Paleo English Muffins (from Every Last Crumb)
Recipe by Brittany Angell, Every Last Crumb
These paleo English muffins are nut-free, grain-free, and egg-free and come from Brittany Angell's new cookbook Every Last Crumb. Enjoy them with butter or ghee and jam, bacon and eggs, or, like I did, as hamburgers!
Prep time: 25 minutes
Cook time: 20 minutes
Yield: 4 English muffins
Ingredients
  • 207 grams lukewarm water (about a scant 1 cup)
  • 1 Tbsp instant yeast
  • 2 tsp coconut palm sugar (I recommend sucanat instead)
  • 127 grams potato or sweet potato starch (about 2/3 cup plus 2 tsp)
  • 72 grams coconut flour (about 1/3 cup plus 2 Tbsp)
  • 30 grams tapioca starch (about 1/4 cup)
  • 3/4 tsp xanthan gum or guar gum
  • 1/2 tsp kosher salt (I recommend unrefined sea salt)
  • 64 grams Spectrum shortening (about 1/3 cup --- and I just have to say WHY in the WORLD isn't leaf lard listed as the shortening of preference in this book?? :-P That's what I use in all my paleo baking, including this recipe, and it tastes SO GOOD. It is the original shortening your great-grandma would've used, after all!)
Cooking Directions
  1. In a small bowl, mix together the lukewarm water, yeast, and sugar.
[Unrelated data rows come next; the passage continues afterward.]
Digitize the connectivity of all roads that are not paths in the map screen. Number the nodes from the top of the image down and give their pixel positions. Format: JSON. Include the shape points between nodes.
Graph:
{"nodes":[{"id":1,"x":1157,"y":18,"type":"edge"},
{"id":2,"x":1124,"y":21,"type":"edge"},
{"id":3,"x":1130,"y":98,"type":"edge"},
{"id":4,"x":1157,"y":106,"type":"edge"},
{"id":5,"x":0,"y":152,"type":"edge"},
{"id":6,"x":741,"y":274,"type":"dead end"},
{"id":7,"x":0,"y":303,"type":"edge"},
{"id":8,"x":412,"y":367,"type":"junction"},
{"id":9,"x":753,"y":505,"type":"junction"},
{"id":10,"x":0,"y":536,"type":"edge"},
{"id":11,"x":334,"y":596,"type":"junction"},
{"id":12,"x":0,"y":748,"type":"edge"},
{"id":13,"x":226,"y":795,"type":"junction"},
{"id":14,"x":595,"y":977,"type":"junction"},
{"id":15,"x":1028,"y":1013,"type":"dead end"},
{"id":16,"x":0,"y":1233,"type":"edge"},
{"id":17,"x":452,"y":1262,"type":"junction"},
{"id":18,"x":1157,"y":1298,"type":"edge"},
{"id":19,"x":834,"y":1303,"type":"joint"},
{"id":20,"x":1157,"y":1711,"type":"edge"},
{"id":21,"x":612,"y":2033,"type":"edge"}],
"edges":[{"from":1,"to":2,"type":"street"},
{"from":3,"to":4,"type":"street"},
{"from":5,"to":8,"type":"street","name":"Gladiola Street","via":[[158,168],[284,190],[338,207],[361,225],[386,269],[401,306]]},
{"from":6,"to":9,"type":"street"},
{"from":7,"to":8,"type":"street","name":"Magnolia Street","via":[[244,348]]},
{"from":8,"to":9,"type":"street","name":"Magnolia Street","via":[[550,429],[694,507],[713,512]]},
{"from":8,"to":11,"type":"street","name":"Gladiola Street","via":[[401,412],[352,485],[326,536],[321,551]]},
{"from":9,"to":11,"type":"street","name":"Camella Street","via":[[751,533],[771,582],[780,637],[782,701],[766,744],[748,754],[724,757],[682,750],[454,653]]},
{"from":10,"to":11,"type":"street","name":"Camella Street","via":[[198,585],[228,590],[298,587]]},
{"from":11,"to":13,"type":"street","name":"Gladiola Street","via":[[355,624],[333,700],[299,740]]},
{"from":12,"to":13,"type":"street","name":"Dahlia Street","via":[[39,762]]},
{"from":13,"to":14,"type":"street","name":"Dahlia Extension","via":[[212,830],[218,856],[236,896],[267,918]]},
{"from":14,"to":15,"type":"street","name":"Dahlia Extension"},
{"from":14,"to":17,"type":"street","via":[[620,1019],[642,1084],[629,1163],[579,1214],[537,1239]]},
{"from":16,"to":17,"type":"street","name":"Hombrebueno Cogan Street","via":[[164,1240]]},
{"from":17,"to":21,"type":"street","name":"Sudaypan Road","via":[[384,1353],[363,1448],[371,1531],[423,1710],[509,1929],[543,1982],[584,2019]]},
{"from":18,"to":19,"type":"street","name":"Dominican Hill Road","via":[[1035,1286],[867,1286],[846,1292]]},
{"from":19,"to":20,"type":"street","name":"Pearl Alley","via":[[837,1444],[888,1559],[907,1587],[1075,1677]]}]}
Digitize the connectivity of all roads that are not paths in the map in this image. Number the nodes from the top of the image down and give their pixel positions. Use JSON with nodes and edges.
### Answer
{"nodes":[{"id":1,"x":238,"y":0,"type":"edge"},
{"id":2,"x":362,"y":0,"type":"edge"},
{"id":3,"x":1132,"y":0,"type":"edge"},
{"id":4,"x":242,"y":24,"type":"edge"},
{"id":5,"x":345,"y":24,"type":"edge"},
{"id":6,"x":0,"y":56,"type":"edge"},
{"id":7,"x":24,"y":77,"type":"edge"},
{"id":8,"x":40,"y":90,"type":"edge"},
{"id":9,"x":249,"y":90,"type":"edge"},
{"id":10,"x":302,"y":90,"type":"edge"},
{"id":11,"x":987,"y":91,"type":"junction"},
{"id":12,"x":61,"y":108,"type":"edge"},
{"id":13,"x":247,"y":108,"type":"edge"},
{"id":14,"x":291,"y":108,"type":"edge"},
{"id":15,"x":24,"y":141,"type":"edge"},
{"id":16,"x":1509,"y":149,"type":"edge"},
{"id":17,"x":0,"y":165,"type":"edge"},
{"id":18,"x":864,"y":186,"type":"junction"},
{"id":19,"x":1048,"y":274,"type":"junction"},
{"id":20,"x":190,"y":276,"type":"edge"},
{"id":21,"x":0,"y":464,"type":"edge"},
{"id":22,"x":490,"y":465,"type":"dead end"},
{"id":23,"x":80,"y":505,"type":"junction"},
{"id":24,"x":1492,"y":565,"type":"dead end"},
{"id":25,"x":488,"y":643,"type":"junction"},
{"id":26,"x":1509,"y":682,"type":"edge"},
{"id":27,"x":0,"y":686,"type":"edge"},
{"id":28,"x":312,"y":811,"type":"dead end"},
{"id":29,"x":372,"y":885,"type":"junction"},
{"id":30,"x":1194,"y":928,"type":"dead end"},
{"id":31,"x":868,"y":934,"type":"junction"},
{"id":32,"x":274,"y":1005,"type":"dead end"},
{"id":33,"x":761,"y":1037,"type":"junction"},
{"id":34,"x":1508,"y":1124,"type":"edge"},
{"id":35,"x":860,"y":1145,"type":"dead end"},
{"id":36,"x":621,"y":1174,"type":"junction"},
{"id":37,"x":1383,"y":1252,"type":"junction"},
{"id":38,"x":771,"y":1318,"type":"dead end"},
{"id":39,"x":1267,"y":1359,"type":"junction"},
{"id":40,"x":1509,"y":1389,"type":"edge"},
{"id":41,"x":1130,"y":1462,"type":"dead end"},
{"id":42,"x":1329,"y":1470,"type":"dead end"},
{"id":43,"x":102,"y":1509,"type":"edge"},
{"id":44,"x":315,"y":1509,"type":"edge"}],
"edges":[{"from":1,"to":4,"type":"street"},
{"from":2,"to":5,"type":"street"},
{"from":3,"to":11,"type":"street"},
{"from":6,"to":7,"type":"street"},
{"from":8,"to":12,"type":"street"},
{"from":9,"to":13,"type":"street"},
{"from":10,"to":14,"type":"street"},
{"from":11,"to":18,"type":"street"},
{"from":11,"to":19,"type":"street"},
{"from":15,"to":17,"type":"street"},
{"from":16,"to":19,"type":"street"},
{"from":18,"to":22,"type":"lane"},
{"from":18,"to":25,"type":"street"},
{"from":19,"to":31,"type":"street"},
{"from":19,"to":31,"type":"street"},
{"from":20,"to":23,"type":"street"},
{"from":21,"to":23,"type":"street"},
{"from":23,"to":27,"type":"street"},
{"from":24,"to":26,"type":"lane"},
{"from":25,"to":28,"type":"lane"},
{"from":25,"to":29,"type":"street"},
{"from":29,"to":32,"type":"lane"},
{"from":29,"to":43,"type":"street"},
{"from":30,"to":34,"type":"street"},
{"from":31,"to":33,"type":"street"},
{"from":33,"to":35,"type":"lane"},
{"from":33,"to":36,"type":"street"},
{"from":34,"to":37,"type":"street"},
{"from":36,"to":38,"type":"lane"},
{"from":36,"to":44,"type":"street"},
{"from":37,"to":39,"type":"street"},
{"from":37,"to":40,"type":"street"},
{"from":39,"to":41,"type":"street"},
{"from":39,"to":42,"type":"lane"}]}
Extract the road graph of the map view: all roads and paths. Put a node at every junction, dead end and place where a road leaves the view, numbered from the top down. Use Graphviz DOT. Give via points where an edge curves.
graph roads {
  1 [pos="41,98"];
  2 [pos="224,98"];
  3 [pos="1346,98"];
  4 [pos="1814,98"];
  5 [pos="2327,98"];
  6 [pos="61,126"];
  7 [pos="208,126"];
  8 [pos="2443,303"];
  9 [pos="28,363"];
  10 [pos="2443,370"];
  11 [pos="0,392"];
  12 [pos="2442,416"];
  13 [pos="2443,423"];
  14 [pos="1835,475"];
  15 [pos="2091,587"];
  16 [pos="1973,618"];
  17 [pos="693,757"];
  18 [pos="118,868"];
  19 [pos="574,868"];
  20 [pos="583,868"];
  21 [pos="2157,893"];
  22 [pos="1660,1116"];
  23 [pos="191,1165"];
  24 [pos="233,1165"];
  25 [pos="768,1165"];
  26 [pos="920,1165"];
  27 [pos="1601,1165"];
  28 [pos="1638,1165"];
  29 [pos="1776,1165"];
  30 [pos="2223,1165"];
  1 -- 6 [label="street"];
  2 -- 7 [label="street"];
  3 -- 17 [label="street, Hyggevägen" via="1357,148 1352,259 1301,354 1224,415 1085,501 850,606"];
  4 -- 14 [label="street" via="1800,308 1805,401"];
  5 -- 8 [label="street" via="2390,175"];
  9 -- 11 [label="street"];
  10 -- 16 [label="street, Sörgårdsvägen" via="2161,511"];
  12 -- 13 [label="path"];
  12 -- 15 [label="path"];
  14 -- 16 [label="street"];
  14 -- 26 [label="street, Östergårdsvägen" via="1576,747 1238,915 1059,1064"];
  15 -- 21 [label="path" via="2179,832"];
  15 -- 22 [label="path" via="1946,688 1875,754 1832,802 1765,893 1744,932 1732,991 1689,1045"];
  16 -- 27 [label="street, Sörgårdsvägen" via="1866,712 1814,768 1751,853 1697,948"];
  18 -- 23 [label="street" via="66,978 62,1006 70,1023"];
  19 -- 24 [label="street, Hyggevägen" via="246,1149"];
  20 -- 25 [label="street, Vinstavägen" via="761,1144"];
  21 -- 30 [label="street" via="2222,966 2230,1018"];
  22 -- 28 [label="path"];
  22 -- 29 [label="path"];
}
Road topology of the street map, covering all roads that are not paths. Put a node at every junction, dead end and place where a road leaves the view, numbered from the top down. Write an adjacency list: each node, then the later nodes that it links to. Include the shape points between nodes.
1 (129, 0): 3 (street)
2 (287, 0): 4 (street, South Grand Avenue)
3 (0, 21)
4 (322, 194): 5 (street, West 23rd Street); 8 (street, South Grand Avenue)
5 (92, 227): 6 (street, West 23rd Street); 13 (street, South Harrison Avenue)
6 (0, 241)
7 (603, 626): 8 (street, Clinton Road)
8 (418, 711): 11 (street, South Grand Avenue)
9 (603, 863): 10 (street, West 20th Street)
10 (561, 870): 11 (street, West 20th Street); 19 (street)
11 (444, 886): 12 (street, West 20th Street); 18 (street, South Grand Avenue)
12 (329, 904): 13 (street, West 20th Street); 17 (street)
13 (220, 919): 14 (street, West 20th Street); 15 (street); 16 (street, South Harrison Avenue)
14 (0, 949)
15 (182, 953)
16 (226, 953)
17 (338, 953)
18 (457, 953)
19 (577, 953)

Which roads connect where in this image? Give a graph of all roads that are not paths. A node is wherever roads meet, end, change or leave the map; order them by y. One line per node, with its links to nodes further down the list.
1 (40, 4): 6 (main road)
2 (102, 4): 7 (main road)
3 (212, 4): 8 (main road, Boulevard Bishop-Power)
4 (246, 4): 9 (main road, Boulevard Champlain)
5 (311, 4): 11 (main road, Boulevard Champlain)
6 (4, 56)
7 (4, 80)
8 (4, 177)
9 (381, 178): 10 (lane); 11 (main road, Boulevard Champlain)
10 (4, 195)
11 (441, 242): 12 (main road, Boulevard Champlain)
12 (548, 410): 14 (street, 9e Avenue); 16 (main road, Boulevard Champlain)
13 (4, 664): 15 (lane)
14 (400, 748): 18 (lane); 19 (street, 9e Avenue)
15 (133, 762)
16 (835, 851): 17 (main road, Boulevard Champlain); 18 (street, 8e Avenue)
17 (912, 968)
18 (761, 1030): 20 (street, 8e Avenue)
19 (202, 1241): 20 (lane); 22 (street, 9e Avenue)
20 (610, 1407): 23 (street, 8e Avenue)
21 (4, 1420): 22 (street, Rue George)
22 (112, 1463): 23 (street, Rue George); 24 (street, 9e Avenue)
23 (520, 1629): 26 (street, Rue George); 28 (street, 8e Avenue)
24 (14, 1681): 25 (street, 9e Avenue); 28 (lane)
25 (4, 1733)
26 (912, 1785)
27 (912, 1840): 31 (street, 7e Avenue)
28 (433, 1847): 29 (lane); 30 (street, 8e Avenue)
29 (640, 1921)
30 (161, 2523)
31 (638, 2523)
Set aside.
  2. In a mixing bowl, combine the potato starch, coconut flour, tapioca starch, xanthan gum, and salt.
  3. Stir the yeast mixture and shortening into the dry ingredients and mix until fully incorporated and a dough forms. The dough will be fairly wet and sticky.
  4. Oil a large skillet and the inside of each of 4 English muffin rings (see Notes). Place the rings in the skillet
  5. Divide the dough into 4 equal portions and place a portion in each ring. Brush the tops liberally with water.
  6. Cover the skillet and place over low heat for 1 minute. Turn off the heat, keeping the English muffins covered, and allow them to rise for 15 to 18 minutes.
  7. Turn the burner back on to medium-low heat. Keeping the lid on the skillet, cook the English muffins for 10 minutes. Remove the lid and flip them.
  8. Cover and cook for another 5 to 6 minutes, until golden brown on the bottom. Remove the rings.
  9. Cover the skillet and cook for another 10 minutes.
  10. Remove the finished English muffins from the skillet and let cool completely before breaking open with a fork and toasting. Store extras at room temperature in a sealed container, or freezer for another day.
  11. NOTES: You can create your own English muffin rings by folding aluminum foil over itself. Use metal paper clips to hold them together. If you find that your English muffins are not fully cooked through, lower the heat and cook them longer. You can continue to cook a muffin in the skillet even if it has been cut open.